→ **Data shown**:
········

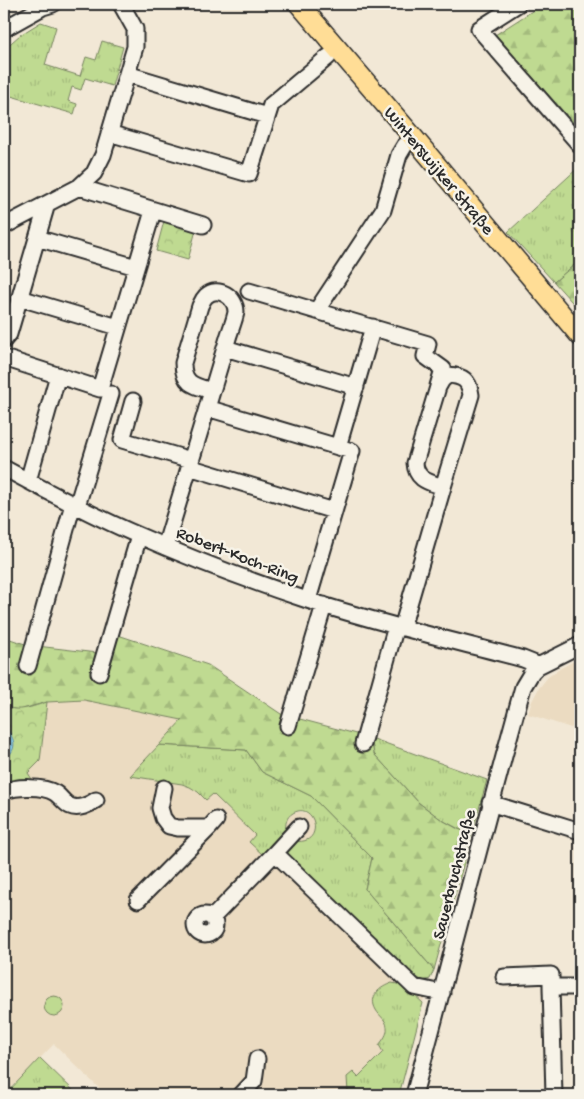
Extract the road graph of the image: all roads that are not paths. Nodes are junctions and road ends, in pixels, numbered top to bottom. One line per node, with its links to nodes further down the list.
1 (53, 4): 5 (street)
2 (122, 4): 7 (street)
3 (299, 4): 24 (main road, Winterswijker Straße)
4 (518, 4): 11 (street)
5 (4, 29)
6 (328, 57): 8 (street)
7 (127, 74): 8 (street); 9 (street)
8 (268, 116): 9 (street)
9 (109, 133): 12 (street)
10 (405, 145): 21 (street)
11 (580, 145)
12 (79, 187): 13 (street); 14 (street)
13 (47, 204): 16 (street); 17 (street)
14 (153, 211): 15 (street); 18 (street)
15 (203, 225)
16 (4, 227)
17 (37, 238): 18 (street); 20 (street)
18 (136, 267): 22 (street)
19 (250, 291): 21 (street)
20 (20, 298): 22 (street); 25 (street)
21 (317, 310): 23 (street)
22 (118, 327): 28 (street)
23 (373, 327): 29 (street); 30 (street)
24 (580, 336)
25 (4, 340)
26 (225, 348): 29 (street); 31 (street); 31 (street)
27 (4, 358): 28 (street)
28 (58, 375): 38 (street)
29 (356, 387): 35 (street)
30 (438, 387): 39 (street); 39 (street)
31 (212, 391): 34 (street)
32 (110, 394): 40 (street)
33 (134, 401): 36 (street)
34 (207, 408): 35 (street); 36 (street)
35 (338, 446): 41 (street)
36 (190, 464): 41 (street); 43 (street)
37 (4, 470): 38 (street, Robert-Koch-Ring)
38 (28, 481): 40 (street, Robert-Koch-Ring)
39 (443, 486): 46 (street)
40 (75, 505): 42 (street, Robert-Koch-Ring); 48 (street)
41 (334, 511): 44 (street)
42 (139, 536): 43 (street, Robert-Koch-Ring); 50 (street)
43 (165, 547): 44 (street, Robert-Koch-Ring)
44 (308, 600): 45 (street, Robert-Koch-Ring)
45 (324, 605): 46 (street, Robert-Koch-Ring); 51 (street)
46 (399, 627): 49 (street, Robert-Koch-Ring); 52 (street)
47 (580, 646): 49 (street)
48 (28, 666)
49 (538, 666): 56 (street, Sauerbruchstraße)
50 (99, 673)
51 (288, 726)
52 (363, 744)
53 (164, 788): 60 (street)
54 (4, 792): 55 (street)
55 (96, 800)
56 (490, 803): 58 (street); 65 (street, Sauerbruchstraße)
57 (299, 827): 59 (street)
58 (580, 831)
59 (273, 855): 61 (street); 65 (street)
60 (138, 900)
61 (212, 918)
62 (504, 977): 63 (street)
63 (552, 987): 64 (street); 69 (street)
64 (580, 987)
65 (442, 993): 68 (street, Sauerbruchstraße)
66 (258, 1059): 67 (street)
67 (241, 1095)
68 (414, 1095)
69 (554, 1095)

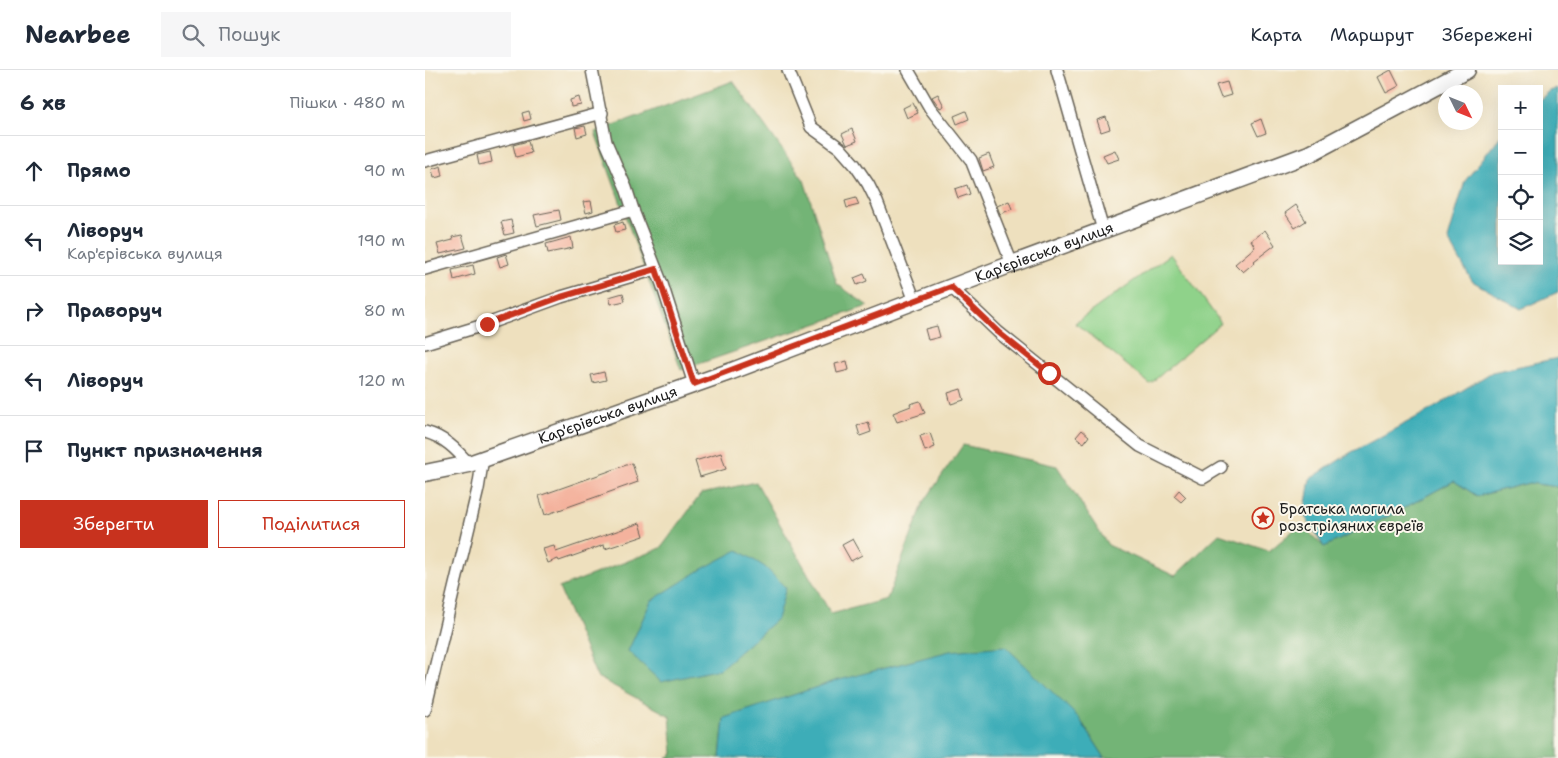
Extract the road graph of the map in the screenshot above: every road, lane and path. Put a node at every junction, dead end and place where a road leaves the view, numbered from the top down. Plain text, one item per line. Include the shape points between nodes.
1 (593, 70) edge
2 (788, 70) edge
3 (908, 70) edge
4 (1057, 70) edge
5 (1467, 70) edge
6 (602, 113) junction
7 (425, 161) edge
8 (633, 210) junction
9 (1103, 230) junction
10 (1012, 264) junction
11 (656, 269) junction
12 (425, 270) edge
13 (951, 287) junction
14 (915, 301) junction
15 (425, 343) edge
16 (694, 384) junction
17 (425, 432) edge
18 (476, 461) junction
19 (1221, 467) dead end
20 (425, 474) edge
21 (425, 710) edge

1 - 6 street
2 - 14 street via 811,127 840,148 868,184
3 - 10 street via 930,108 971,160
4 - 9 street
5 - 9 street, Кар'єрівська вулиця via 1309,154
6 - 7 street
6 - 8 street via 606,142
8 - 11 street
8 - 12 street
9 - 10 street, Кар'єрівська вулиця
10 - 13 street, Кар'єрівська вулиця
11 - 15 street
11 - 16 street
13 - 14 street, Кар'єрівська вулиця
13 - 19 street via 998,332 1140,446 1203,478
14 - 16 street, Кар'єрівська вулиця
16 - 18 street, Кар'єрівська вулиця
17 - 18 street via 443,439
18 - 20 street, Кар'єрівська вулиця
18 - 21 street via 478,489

········

→ **Work task**: Everything in the entries above should be written out again exactly, except the images.

→ **Your solution**:
Extract the road graph of the image: all roads that are not paths. Nodes are junctions and road ends, in pixels, numbered top to bottom. One line per node, with its links to nodes further down the list.
1 (53, 4): 5 (street)
2 (122, 4): 7 (street)
3 (299, 4): 24 (main road, Winterswijker Straße)
4 (518, 4): 11 (street)
5 (4, 29)
6 (328, 57): 8 (street)
7 (127, 74): 8 (street); 9 (street)
8 (268, 116): 9 (street)
9 (109, 133): 12 (street)
10 (405, 145): 21 (street)
11 (580, 145)
12 (79, 187): 13 (street); 14 (street)
13 (47, 204): 16 (street); 17 (street)
14 (153, 211): 15 (street); 18 (street)
15 (203, 225)
16 (4, 227)
17 (37, 238): 18 (street); 20 (street)
18 (136, 267): 22 (street)
19 (250, 291): 21 (street)
20 (20, 298): 22 (street); 25 (street)
21 (317, 310): 23 (street)
22 (118, 327): 28 (street)
23 (373, 327): 29 (street); 30 (street)
24 (580, 336)
25 (4, 340)
26 (225, 348): 29 (street); 31 (street); 31 (street)
27 (4, 358): 28 (street)
28 (58, 375): 38 (street)
29 (356, 387): 35 (street)
30 (438, 387): 39 (street); 39 (street)
31 (212, 391): 34 (street)
32 (110, 394): 40 (street)
33 (134, 401): 36 (street)
34 (207, 408): 35 (street); 36 (street)
35 (338, 446): 41 (street)
36 (190, 464): 41 (street); 43 (street)
37 (4, 470): 38 (street, Robert-Koch-Ring)
38 (28, 481): 40 (street, Robert-Koch-Ring)
39 (443, 486): 46 (street)
40 (75, 505): 42 (street, Robert-Koch-Ring); 48 (street)
41 (334, 511): 44 (street)
42 (139, 536): 43 (street, Robert-Koch-Ring); 50 (street)
43 (165, 547): 44 (street, Robert-Koch-Ring)
44 (308, 600): 45 (street, Robert-Koch-Ring)
45 (324, 605): 46 (street, Robert-Koch-Ring); 51 (street)
46 (399, 627): 49 (street, Robert-Koch-Ring); 52 (street)
47 (580, 646): 49 (street)
48 (28, 666)
49 (538, 666): 56 (street, Sauerbruchstraße)
50 (99, 673)
51 (288, 726)
52 (363, 744)
53 (164, 788): 60 (street)
54 (4, 792): 55 (street)
55 (96, 800)
56 (490, 803): 58 (street); 65 (street, Sauerbruchstraße)
57 (299, 827): 59 (street)
58 (580, 831)
59 (273, 855): 61 (street); 65 (street)
60 (138, 900)
61 (212, 918)
62 (504, 977): 63 (street)
63 (552, 987): 64 (street); 69 (street)
64 (580, 987)
65 (442, 993): 68 (street, Sauerbruchstraße)
66 (258, 1059): 67 (street)
67 (241, 1095)
68 (414, 1095)
69 (554, 1095)

Extract the road graph of the map in the screenshot above: every road, lane and path. Put a node at every junction, dead end and place where a road leaves the view, numbered from the top down. Plain text, one item per line. Include the shape points between nodes.
1 (593, 70) edge
2 (788, 70) edge
3 (908, 70) edge
4 (1057, 70) edge
5 (1467, 70) edge
6 (602, 113) junction
7 (425, 161) edge
8 (633, 210) junction
9 (1103, 230) junction
10 (1012, 264) junction
11 (656, 269) junction
12 (425, 270) edge
13 (951, 287) junction
14 (915, 301) junction
15 (425, 343) edge
16 (694, 384) junction
17 (425, 432) edge
18 (476, 461) junction
19 (1221, 467) dead end
20 (425, 474) edge
21 (425, 710) edge

1 - 6 street
2 - 14 street via 811,127 840,148 868,184
3 - 10 street via 930,108 971,160
4 - 9 street
5 - 9 street, Кар'єрівська вулиця via 1309,154
6 - 7 street
6 - 8 street via 606,142
8 - 11 street
8 - 12 street
9 - 10 street, Кар'єрівська вулиця
10 - 13 street, Кар'єрівська вулиця
11 - 15 street
11 - 16 street
13 - 14 street, Кар'єрівська вулиця
13 - 19 street via 998,332 1140,446 1203,478
14 - 16 street, Кар'єрівська вулиця
16 - 18 street, Кар'єрівська вулиця
17 - 18 street via 443,439
18 - 20 street, Кар'єрівська вулиця
18 - 21 street via 478,489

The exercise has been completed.